One thing we have learnt this week – Hinkley C

There have two major environmental stories this week and one of them involves emissions at stories this week, the second being Hinkley C.  Hinkley C is something we have covered before multiple times.  None of the arguments against have changed in fact they have intensified. In our book we cover a whole heap of these but new ones keep appearing!

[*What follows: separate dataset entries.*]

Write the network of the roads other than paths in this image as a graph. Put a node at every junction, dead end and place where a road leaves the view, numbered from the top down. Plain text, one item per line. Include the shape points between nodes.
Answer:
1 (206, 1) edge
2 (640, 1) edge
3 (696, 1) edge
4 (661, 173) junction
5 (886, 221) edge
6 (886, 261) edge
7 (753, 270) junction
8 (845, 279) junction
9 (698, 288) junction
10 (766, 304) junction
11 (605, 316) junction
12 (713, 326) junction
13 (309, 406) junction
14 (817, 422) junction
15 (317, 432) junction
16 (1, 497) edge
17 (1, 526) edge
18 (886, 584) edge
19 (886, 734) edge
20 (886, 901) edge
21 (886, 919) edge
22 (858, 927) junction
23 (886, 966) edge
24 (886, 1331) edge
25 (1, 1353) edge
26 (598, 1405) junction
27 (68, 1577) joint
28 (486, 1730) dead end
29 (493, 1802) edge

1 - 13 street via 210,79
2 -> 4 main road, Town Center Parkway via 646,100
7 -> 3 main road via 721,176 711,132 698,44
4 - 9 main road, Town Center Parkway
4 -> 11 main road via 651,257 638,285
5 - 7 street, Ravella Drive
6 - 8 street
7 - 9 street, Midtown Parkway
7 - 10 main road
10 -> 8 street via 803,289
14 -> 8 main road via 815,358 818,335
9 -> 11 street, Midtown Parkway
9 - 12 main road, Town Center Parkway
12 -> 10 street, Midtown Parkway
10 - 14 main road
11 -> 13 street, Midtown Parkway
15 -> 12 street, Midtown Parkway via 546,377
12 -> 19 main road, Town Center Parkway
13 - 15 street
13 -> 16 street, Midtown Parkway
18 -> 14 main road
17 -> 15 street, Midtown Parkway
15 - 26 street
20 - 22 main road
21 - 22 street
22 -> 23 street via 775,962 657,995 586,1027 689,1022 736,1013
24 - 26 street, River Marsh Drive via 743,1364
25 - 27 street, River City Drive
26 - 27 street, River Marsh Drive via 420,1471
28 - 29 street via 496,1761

To summarise the sad story so far.  In 2005 Tony Blair (after the general election) said we needed new nuclear build.  EDF said they could build new nuclear without subsidy.  Since then costs have steadily risen and there was a nuclear disaster in Japan.  It became gradually apparent that EDF could not build Hinkley C without some form of subsidy and negotiations between the government and the consortium were taking place.  In the end an electricity price of 9.5p/unit was agreed, index linked for 35 years*.  The reactor would be making toast by 2017.  This was not enough and still no formal agreement was reached to go ahead.  The Chinese appeared on the scene as financiers, but naturally wanting some work.  Ground clearing at the site started, then stopped with almost everyone laid off.  At the same time we have learnt that Areva the French reactor builder is in big trouble financially due to huge delays and cost runs at the Franch and Finnish reactors (same design as Hinkley C).  Then oil and gas prices collapsed.  Recently the Secretary of State for Energy and climate change has admitted that solar is cheaper than nuclear – a wholly remarkable statement.  At the same time the government announced its ending all subsidies for renewables (except offshore wind).  This week the Chancellor on a visit to China has tried to kickstart the project by guaranteeing the loans for the Chinese investors to the tune of £2billion.  Lastly almost everyone in the city and pro-nuclear advocates think this is a bad deal.

Where does this lead us?

It seems slightly more likely that Hinkley C will go ahead but much more likely that it will be a disaster.  The company building it is not in great financial shape.  The technology is only proven to take longer to build and cost more than planned and all the alternatives will be cheaper by the time it opens, in 2025??!!?  The government may cynically kill of the solar industry for the next 5 years until other countries force grid parity, but in 5 years time it will be back.  There will be large chunks of the day/year when very little grid electricity is required and wholesale prices may go negative.  In the meanwhile I think the government will have to decide whether it decides to pay for all or part of this £24 billion project.

* much higher than both the current wholesale price of electricity and higher than all renewable subsidises going ahead, except offshore wind, although recent reports suggests costs of this technology are falling fast and it will be cheaper before Hinkley C opens.